# BRIEF:
Having read the records, set them all down exactly as they appear.

# SUPPLIED RECORDS:

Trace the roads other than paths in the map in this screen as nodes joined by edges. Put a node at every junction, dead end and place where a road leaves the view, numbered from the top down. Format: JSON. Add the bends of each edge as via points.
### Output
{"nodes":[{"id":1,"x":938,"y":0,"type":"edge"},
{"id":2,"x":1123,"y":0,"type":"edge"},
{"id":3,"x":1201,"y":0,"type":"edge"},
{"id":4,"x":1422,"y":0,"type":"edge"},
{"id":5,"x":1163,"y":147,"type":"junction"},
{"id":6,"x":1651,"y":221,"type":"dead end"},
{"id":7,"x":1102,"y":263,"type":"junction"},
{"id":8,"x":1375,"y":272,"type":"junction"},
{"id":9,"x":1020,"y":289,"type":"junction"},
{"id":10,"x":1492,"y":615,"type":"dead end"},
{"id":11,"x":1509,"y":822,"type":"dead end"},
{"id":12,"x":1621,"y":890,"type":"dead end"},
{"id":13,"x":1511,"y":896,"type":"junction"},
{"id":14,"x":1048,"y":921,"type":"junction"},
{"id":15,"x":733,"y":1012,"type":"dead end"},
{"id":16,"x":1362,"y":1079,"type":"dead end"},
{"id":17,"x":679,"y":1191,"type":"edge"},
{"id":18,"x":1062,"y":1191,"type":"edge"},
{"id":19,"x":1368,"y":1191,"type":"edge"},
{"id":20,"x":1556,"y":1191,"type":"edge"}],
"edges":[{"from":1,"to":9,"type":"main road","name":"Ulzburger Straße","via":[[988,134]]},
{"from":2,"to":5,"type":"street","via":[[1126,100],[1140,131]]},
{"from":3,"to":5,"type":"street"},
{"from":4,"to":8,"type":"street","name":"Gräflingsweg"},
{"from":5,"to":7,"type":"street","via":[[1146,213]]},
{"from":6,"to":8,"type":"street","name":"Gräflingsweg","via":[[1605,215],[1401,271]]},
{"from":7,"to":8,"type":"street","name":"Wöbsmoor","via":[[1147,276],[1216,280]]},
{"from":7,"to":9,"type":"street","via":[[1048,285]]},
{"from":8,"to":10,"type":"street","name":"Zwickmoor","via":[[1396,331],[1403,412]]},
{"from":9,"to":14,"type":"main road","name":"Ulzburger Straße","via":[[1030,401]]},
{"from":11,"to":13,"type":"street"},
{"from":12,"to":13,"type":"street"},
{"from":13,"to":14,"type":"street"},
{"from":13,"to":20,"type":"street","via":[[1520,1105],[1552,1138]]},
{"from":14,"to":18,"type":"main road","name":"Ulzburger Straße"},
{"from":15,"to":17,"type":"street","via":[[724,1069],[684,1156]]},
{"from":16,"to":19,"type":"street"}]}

# ANSWER SPACE:
Trace the roads other than paths in the map in this screen as nodes joined by edges. Put a node at every junction, dead end and place where a road leaves the view, numbered from the top down. Format: JSON. Add the bends of each edge as via points.
### Output
{"nodes":[{"id":1,"x":938,"y":0,"type":"edge"},
{"id":2,"x":1123,"y":0,"type":"edge"},
{"id":3,"x":1201,"y":0,"type":"edge"},
{"id":4,"x":1422,"y":0,"type":"edge"},
{"id":5,"x":1163,"y":147,"type":"junction"},
{"id":6,"x":1651,"y":221,"type":"dead end"},
{"id":7,"x":1102,"y":263,"type":"junction"},
{"id":8,"x":1375,"y":272,"type":"junction"},
{"id":9,"x":1020,"y":289,"type":"junction"},
{"id":10,"x":1492,"y":615,"type":"dead end"},
{"id":11,"x":1509,"y":822,"type":"dead end"},
{"id":12,"x":1621,"y":890,"type":"dead end"},
{"id":13,"x":1511,"y":896,"type":"junction"},
{"id":14,"x":1048,"y":921,"type":"junction"},
{"id":15,"x":733,"y":1012,"type":"dead end"},
{"id":16,"x":1362,"y":1079,"type":"dead end"},
{"id":17,"x":679,"y":1191,"type":"edge"},
{"id":18,"x":1062,"y":1191,"type":"edge"},
{"id":19,"x":1368,"y":1191,"type":"edge"},
{"id":20,"x":1556,"y":1191,"type":"edge"}],
"edges":[{"from":1,"to":9,"type":"main road","name":"Ulzburger Straße","via":[[988,134]]},
{"from":2,"to":5,"type":"street","via":[[1126,100],[1140,131]]},
{"from":3,"to":5,"type":"street"},
{"from":4,"to":8,"type":"street","name":"Gräflingsweg"},
{"from":5,"to":7,"type":"street","via":[[1146,213]]},
{"from":6,"to":8,"type":"street","name":"Gräflingsweg","via":[[1605,215],[1401,271]]},
{"from":7,"to":8,"type":"street","name":"Wöbsmoor","via":[[1147,276],[1216,280]]},
{"from":7,"to":9,"type":"street","via":[[1048,285]]},
{"from":8,"to":10,"type":"street","name":"Zwickmoor","via":[[1396,331],[1403,412]]},
{"from":9,"to":14,"type":"main road","name":"Ulzburger Straße","via":[[1030,401]]},
{"from":11,"to":13,"type":"street"},
{"from":12,"to":13,"type":"street"},
{"from":13,"to":14,"type":"street"},
{"from":13,"to":20,"type":"street","via":[[1520,1105],[1552,1138]]},
{"from":14,"to":18,"type":"main road","name":"Ulzburger Straße"},
{"from":15,"to":17,"type":"street","via":[[724,1069],[684,1156]]},
{"from":16,"to":19,"type":"street"}]}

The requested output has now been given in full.